Alt Tiktok è quell’amico che ci passava i cd dei Nirvana e ci suggeriva di boicottare McDonald. È la parte underground del social prodotto dalla Cina ultracapitalista, che rifiuta ogni trend mainstream e preferisce loro un umorismo surreale, contenuti a volte grotteschi, filtri volutamente marcati, suoni disturbanti, proclami politici. Tutto, purché imperfetto, umano e creativo.
Al suo interno ci sono sottosezioni altrettanto bizzarre, C’è il ”beans TikTok” (che ha come protagonisti i fagioli), il “frogs TikTok” (rane), il “distorted basement TikTok” (video con distorsioni grafiche e audio disturbanti), il ”department store TikTok” (fake account di brand ufficiali come Starbucks, Swiffer o Walmart).
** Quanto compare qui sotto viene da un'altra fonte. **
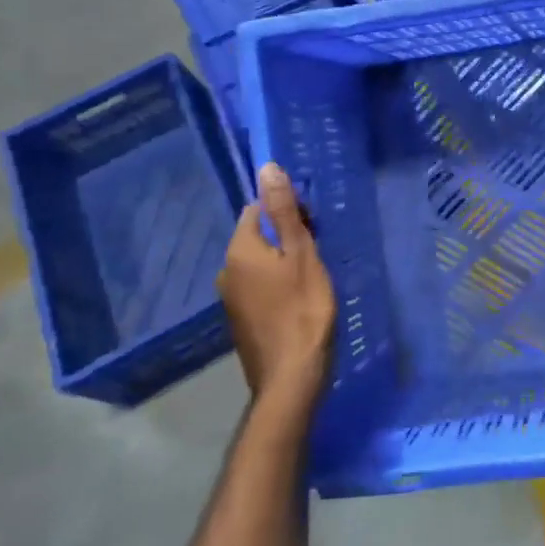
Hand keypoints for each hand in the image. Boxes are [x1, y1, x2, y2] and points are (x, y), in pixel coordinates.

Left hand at [218, 164, 336, 408]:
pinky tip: (299, 299)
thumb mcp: (302, 254)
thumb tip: (267, 167)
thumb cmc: (303, 309)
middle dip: (285, 236)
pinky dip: (277, 285)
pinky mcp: (240, 320)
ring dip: (282, 262)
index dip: (287, 212)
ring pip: (259, 263)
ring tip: (313, 275)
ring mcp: (230, 299)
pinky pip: (258, 287)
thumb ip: (285, 211)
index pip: (257, 210)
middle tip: (318, 251)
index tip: (313, 227)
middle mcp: (226, 270)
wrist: (291, 377)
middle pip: (257, 236)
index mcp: (239, 250)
«Vogliamo creare un’alternativa ai creators mainstream che postano solo di balletti», racconta Ava, 12 anni, una creator.
Funziona, specie per l’utente. Uno dei punti di forza del social è il raffinatissimo algoritmo, che nella pagina di ricerca For You propone contenuti tagliati su misura del singolo. Ognuno, su TikTok, sta iniziando a trovare il suo pezzo di mondo. L’unicità del social, ha scritto Shira Ovide sul New York Times, «è che non è solo comunicazione: è espressione».
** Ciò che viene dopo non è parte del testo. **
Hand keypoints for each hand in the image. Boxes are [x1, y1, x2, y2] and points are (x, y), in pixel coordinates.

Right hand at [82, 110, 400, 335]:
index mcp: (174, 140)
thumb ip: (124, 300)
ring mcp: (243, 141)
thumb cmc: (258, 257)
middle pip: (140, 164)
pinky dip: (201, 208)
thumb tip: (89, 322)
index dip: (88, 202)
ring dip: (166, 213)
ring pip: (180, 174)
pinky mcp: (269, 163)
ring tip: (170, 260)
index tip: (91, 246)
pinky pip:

Non è un mezzo per vedere cosa sta succedendo nel mondo. Ma per capire come le persone si stanno sentendo. Come se un video di TikTok ci facesse vedere l’essenza di una persona e, migliaia di video, ci mostrino l’essenza della collettività contemporanea. «Il social potrebbe reinventare l’intrattenimento, dando alla prossima generazione di attivisti nuovi modi per raccontare storie». E a chi vuole, di ascoltare la sua storia preferita: che sia lo sfilettamento di un salmone o le proteste di Minneapolis.